Tuesday, October 6, 2009

What is an IP PBX?

A PBX is a customer premises telephone system that manages telephones in the enterprise and acts as the gateway to external voice networks. A switch/router directs incoming packets to the appropriate data network. Traditionally, two separate networks are required: one for voice and one for data.
Instead of two separate networks, one each for data and voice, only one network is needed if voice is packetized (Voice over IP) and sent over the data network.
An IP PBX is a combination of a switch/router and a PBX that handles Voice over IP (VoIP)

In an IP PBX, computers can be on a shared LAN that is connected to the IP PBX. Telephones, on the other hand, should be directly connected to the IP PBX. This avoids Quality of Service (QoS) issues that arise if both computers and telephones are on a shared LAN. In such a case, voice packets will have to compete with data packets for the shared LAN. Poor telephone voice quality will result if voice packets are not transmitted in a timely manner.

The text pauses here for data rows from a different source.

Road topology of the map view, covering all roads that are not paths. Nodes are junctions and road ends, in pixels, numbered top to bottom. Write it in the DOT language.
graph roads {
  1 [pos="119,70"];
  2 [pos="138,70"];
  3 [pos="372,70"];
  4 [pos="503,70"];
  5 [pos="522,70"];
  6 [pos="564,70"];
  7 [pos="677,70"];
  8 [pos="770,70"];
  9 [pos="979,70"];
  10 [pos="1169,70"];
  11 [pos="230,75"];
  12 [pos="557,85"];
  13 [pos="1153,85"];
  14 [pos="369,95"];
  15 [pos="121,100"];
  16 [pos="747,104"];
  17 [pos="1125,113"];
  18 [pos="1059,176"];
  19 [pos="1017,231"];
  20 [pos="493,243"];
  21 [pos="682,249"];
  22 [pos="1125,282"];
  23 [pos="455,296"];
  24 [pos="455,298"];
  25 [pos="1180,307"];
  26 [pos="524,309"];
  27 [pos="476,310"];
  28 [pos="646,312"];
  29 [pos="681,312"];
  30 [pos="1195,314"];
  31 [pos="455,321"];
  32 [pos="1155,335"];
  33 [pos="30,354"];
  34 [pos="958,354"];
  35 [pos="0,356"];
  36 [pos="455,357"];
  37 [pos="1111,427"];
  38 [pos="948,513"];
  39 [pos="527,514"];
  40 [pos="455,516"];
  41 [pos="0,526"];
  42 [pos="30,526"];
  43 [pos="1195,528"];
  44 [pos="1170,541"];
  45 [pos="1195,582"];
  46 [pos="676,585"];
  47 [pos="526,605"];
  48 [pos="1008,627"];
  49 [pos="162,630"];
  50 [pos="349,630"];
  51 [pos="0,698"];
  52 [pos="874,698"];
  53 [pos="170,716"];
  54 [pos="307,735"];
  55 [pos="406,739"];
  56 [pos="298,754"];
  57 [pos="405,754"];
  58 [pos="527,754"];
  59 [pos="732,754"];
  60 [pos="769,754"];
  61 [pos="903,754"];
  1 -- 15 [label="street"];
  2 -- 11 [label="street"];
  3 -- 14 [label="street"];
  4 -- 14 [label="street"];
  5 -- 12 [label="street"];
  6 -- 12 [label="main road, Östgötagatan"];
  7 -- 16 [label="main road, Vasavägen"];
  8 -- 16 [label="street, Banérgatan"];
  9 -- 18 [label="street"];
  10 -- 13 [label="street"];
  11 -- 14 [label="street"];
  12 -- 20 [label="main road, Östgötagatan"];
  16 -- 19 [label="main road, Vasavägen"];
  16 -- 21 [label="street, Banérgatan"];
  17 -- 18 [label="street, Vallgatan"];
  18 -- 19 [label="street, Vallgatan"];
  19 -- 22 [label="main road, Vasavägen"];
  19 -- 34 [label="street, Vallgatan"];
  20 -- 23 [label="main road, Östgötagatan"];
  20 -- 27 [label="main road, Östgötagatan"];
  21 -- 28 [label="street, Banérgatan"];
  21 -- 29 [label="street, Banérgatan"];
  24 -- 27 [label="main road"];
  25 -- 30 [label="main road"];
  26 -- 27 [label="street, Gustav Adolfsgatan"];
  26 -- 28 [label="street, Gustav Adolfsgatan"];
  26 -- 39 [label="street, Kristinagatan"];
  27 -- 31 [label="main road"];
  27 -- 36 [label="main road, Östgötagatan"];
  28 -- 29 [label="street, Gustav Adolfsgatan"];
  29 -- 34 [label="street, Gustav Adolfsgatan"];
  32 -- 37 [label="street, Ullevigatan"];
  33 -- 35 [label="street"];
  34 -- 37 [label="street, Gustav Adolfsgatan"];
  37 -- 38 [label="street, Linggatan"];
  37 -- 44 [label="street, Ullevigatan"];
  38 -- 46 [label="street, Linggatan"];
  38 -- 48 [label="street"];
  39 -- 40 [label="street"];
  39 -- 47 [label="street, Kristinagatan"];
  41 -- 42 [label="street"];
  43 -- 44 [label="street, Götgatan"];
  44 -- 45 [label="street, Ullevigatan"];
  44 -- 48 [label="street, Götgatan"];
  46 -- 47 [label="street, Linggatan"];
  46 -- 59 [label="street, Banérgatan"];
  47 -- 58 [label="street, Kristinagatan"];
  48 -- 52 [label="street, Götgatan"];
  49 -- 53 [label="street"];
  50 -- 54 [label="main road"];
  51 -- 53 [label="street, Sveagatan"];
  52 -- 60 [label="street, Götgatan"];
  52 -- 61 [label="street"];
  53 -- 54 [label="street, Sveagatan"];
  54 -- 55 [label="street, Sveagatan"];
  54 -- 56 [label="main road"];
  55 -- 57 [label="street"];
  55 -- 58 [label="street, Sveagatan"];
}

An IP PBX also acts as a gateway that provides voice connections (voice lines, T1s) to a LEC, a long distance company, etc. and data connections (cable, DSL, ISDN, E1) to a cable operator, a LEC, an ISP, etc. IP PBXs can be used bypass the circuit-switched telephone network by using the data network to connect to branch offices and other locations on the data network.

Using a single converged network that carries both voice (packetized) and data allows development of new services not typically available on the traditional network - for example, the use of one central directory across multiple locations and unified messaging.

An IP PBX replaces a traditional PBX. It can be used with


an IP phones (with a built-in DSP chip that converts voices to IP packets and vice versa),
a soft phone (software application on PCs that also converts voice to packets and vice versa), which is used with a headset or a handset,
existing phones along adapters that packetize voice, and
standard phones connected to PCs (PCs acts as the adapters).

As in case of computing devices, IP addresses are automatically assigned to phones as they connect to the system. This means that a telephone can be moved from one location on the network to another. The telephone number remains the same as it associated with the phone.

VoIP packets can be packetized using protocols such as G.711 or G.723:

G.711: an encoding standard for packetized voice; uses 64 kbs and can communicate with other G.711 devices.
G.723: an encoding standard for packetized voice that does compression; uses 6.4 kbs and can communicate with other G.723 devices but not G711 devices.